Fransa'nın Louvre Müzesi yanında bir duty free dükkanında, parfüm, mücevher ve lüks kol saatleri satılıyor. Burası her zaman turistlerle dopdolu. Satıcılar, tüzgahları düzenleme zamanı bile bulamıyor ve müşterilerin seçmelerine kolaylık vermek üzere perfümleri doğrudan tüzgahları üzerinde koyuyor. Mallar tüzgah üzerine konulur konulmaz satılır. Tereddüt edersen, beğendiğin mal hem yok olabilir.
Çinlilerin lüks mallara düşkünlüğü, Batılıları şaşırtıyor. 2010 yılının Ekim ayında, Amerikan "Newsweek" dergisinde "Çin İçin Üretmek" başlıklı bir yazı yer aldı. Yazıda, küresel işletmelerde "Çin ürününden", "Çin'e üretim" anlayışına yönelim olduğuna işaret edildi. eskiden çoğu yabancı şirketin sadece basit ambalaj değişikliğiyle Çin'e ürün satarken, bugün tasarımların Çinli tüketicilerin eğilimlerine göre yapıldığı, hatta özel imal edildiği anlatıldı. Örneğin, Chanel, Çinli tüketiciler için "Çin kırmızısı" el çantalarını tasarladı; Roger Dubuis ise, Çinlilerin uğurlu rakamından esinlenerek, "88" adet kol saatini dünya piyasasına sürdü vb…

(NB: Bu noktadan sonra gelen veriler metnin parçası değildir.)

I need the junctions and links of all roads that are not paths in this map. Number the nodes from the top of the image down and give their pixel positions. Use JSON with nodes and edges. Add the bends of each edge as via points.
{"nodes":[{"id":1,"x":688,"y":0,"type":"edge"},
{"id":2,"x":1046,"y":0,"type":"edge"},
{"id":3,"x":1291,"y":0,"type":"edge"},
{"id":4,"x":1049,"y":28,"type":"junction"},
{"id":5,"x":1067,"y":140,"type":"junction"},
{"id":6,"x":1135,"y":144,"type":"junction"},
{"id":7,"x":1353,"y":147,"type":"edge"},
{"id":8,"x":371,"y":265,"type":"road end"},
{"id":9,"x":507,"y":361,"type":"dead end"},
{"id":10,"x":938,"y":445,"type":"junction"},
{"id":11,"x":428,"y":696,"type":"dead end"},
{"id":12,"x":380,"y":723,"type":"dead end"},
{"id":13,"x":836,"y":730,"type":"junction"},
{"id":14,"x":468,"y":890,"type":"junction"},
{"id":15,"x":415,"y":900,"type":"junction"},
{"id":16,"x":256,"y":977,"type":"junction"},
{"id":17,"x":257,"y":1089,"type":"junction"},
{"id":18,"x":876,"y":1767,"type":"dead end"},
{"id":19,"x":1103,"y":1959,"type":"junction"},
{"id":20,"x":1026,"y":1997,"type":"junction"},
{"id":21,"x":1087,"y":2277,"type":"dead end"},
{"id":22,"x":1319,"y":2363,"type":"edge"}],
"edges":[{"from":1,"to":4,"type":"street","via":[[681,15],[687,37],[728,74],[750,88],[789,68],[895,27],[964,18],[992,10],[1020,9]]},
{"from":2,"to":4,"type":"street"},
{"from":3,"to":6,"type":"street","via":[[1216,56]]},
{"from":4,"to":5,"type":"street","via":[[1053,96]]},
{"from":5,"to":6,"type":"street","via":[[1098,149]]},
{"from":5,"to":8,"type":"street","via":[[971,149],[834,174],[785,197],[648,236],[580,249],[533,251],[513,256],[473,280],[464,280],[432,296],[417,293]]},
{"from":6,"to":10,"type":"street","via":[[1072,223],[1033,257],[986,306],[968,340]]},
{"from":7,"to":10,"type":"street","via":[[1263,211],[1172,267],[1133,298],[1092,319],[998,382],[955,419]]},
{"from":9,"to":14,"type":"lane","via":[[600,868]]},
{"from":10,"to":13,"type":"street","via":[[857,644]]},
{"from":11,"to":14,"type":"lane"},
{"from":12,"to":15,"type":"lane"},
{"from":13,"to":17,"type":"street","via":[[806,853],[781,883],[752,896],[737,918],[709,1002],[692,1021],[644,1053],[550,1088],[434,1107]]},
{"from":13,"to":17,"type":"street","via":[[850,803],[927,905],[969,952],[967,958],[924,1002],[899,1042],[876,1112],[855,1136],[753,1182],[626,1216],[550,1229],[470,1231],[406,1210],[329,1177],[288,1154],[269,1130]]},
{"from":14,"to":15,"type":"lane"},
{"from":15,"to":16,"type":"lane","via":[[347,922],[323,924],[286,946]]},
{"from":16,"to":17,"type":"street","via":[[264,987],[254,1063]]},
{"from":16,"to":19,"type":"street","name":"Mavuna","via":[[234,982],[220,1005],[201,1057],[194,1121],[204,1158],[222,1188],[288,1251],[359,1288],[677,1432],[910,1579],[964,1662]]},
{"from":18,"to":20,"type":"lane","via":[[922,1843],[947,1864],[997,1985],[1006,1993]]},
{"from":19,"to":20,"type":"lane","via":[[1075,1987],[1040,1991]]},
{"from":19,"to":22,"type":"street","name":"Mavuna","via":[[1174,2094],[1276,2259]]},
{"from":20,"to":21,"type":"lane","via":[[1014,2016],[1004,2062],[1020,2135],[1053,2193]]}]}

İki yılda bir düzenlenen Beijing Otomobil Fuarı'nda ise, lüks araçların sahibi en sonunda Çinliler olur. Çinli zenginlerin en uygunu değil en pahalısını alma psikolojisi, yabancı otomobil üreticileri tarafından iyice öğrenildi. Fiyatı 5 milyon yuanı geçen lüks arabalar yurtdışında piyasa bulamazken, Çin'de çok iyi satıyor. Yabancı otomobil üreticileri tarafından Çin için özel olarak tasarlanan aşırı fiyatlı lüks arabalar bile, Beijing Otomobil Fuarı'nda Çinli zenginler tarafından kapışıldı.
2010 yılında, Fransa'nın lüks markası Hermes Shanghai'da ilk dükkanını açtı. Dükkan, Çince'de "yukarı aşağı" anlamına gelen "Shang Xia", iki karakteri isim seçti. Bu dükkanda satılan ürünler, Hermes'in diğer ürünlerine göre ucuz sayılır. Mesela, Hermes'e bağlı Kelly serisi çantalarından en ucuz olanının fiyatı da 60 bin yuanı geçer. Ancak "Shang Xia" dükkanındaki ürünlerin çoğunluğunun fiyatı on bin yuanın aşağında. Onun amacı, görece ucuz mallarla patlar gibi büyüyen Çin'in lüks malları piyasasına uymak.
Çin'de zenginlerden sıradan insanlara kadar hemen hemen bütün insanlar lüks mallar peşinde koşar. Kentlerde çalışan bazı beyaz yakalılar, bir LV çantısına sahip olmak için, yemek konusunda paradan tassarruf eder.
Bazıları ise, duruma farklı bir gözle bakıyor. Onlara göre, "Çinliler lüks malları değil, lüks mallar Çinlileri tüketiyor!".